Clearly, the input signal seen by the input stage of a feedback amplifier depends on the loop gain - the larger the loop gain, the smaller the differential input signal.

For example, for an amplifier with 30dB (= approx 32) of feedback and 2V peak input voltage, the peak difference voltage the input stage sees would be (assuming the distortion is small compared to the signal and ignoring the sign) $$V_{diff}=Vx {1 \over {1 - LG}}= {2V \over {1 - 32}} = 65mV$$

Is that large or small? Let us look at a typical input stage - a differential amplifier a.k.a. long tail pair (LTP) - and at how its output voltage (between collectors) changes with the differential input signal (between bases):

It can only handle about 60mV peak input voltage before clipping, and is visibly nonlinear with much smaller inputs:

Oops.
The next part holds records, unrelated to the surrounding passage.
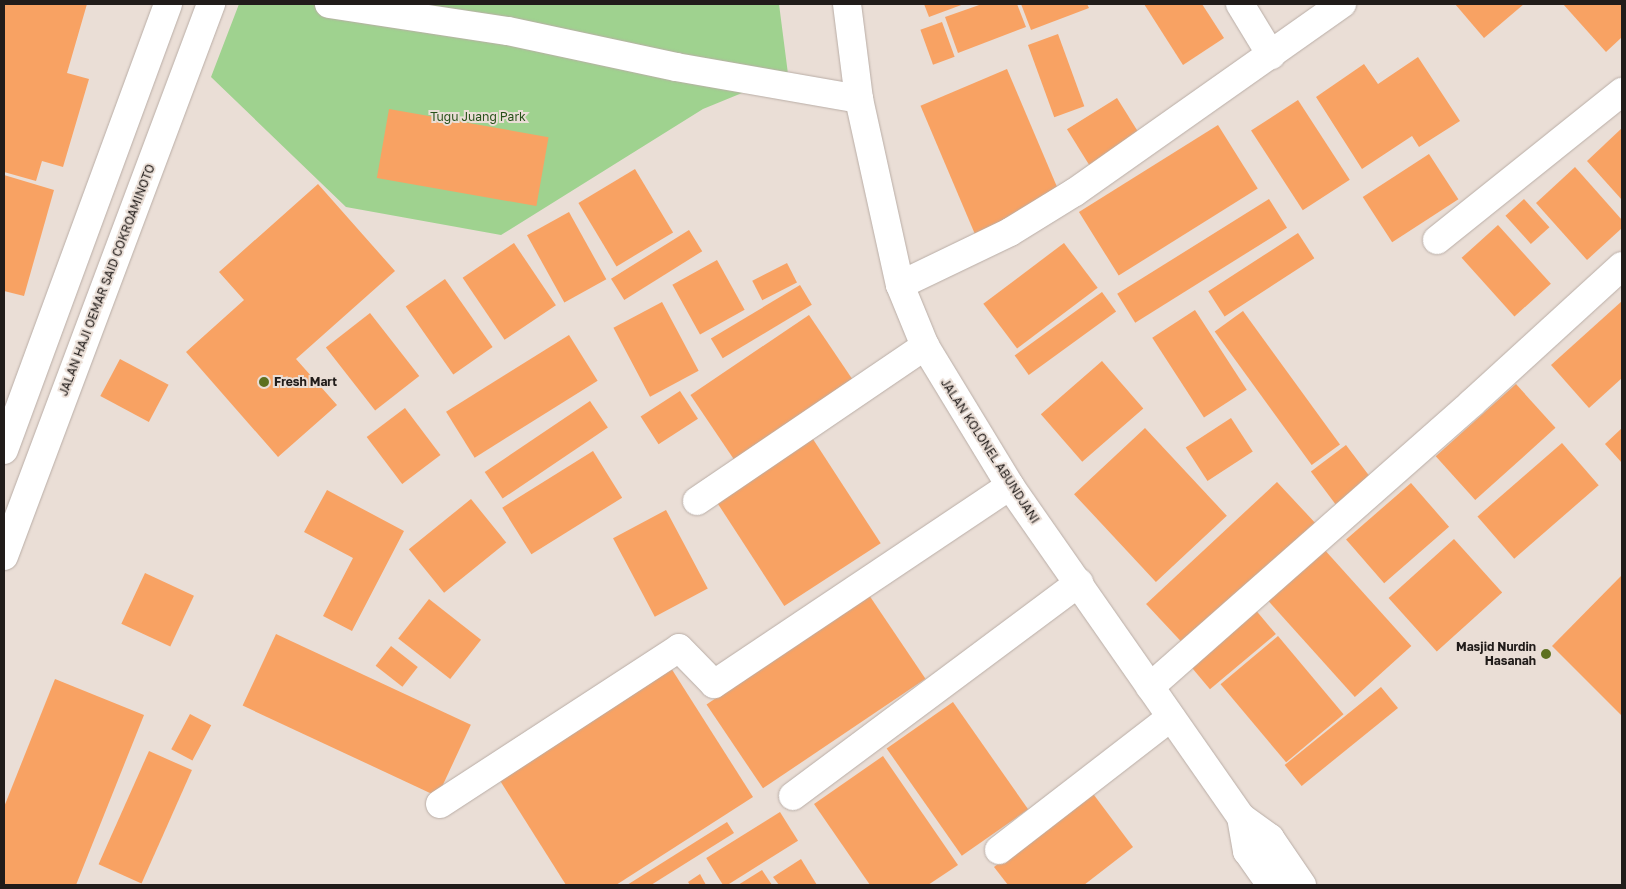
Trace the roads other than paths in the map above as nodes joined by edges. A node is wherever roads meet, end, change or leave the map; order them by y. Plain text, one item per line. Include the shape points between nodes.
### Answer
1 (168, 4) edge
2 (211, 4) edge
3 (329, 4) edge
4 (847, 4) edge
5 (1240, 4) edge
6 (1342, 4) edge
7 (1271, 55) junction
8 (1622, 92) edge
9 (859, 99) junction
10 (1437, 240) dead end
11 (1622, 266) edge
12 (900, 285) junction
13 (925, 346) junction
14 (4, 450) edge
15 (1010, 486) junction
16 (697, 501) dead end
17 (4, 556) edge
18 (1079, 583) junction
19 (1150, 687) junction
20 (1171, 717) junction
21 (793, 796) dead end
22 (440, 804) dead end
23 (1241, 817) junction
24 (999, 850) dead end
25 (1271, 885) edge
26 (1302, 885) edge

1 - 14 main road
2 - 17 main road, JALAN HAJI OEMAR SAID COKROAMINOTO
3 - 9 main road via 508,31 676,67
4 - 9 main road, JALAN KOLONEL ABUNDJANI
5 - 7 main road
6 - 7 main road
7 - 12 main road via 1075,192 1010,232
8 - 10 main road
9 - 12 main road, JALAN KOLONEL ABUNDJANI
11 - 19 main road
12 - 13 main road, JALAN KOLONEL ABUNDJANI
13 - 15 main road, JALAN KOLONEL ABUNDJANI
13 - 16 main road
15 - 18 main road, JALAN KOLONEL ABUNDJANI
15 - 22 main road via 714,684 679,648
18 - 19 main road, JALAN KOLONEL ABUNDJANI
18 - 21 main road
19 - 20 main road, JALAN KOLONEL ABUNDJANI
20 - 23 main road, JALAN KOLONEL ABUNDJANI
20 - 24 main road
23 - 25 main road via 1247,851
23 - 26 main road, JALAN KOLONEL ABUNDJANI via 1270,838

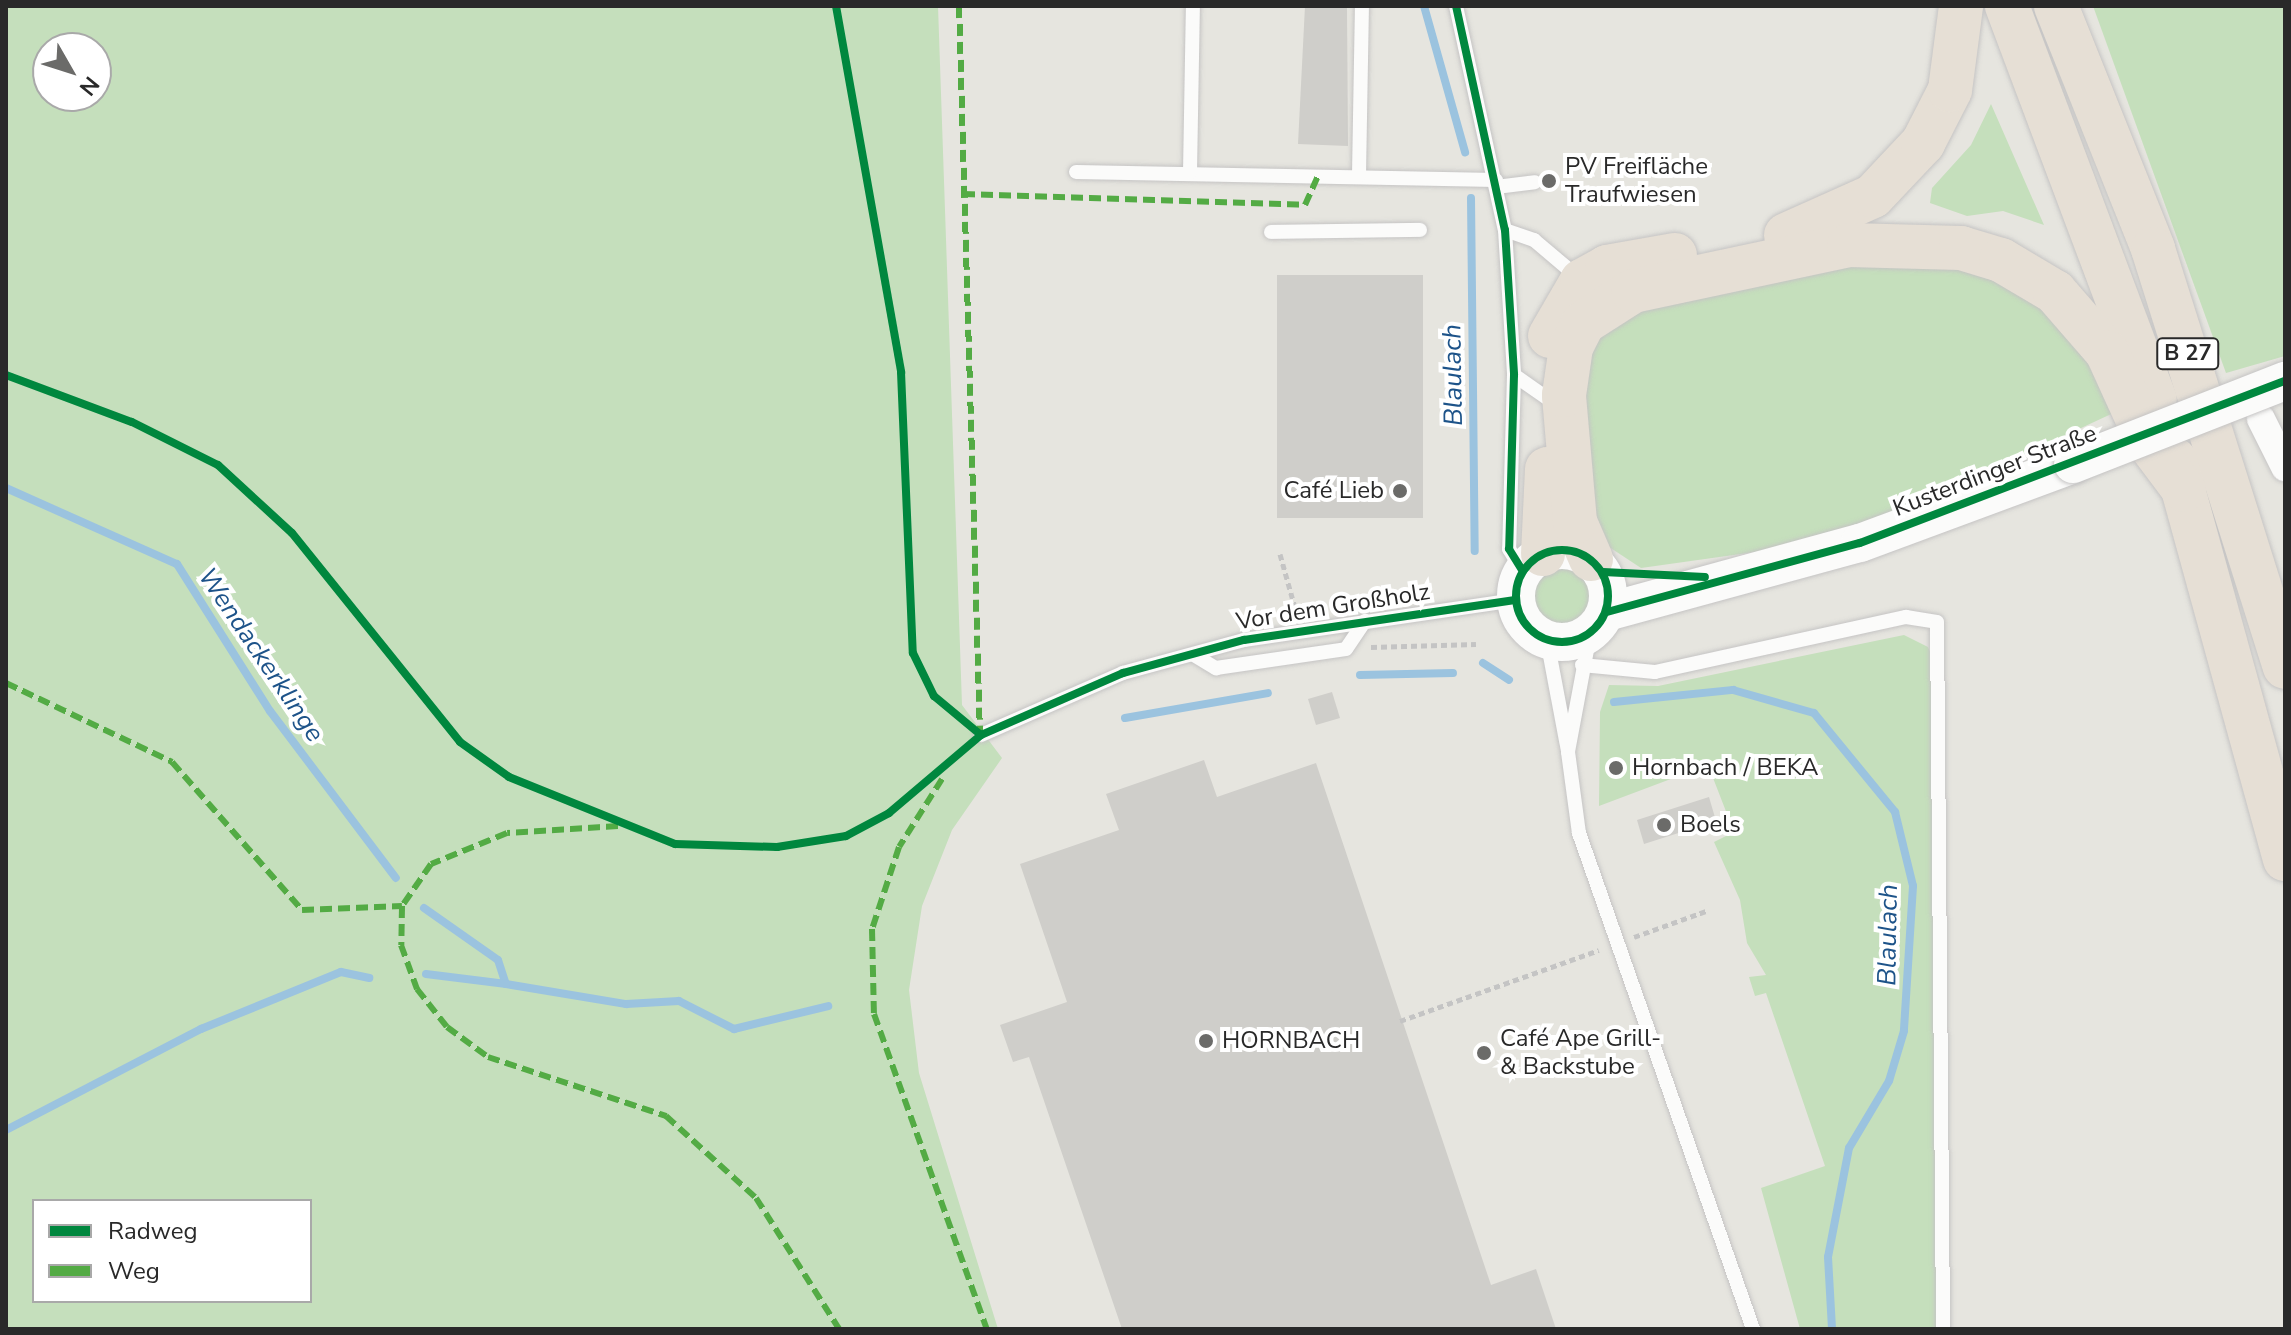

With 30dB of loop gain, the input stage will clip at relatively low input signals!

The standard way of fixing this is to degenerate the input stage by adding resistors into the emitters of the LTP:

The typical value of resistors is about 10x the intrinsic emitter resistance, which depends on emitter current $r_e={26mV / I_e}$. For the emitter current of 0.5mA, $r_e$ is about 50ohm, so 470ohm generation resistors are acceptable.

With degeneration, the gain decreases but the LTP can handle much larger input signals:

The nonlinearity is not so evident, so let's have a closer look:

This is 0.0074% of total harmonic distortion (THD). Unlike the distortion of the output stage, this distortion cannot be corrected by the feedback loop, as it is appears at the amplifier's input and is indistinguishable from the input signal. That is, 0.0074% will appear at the amplifier output.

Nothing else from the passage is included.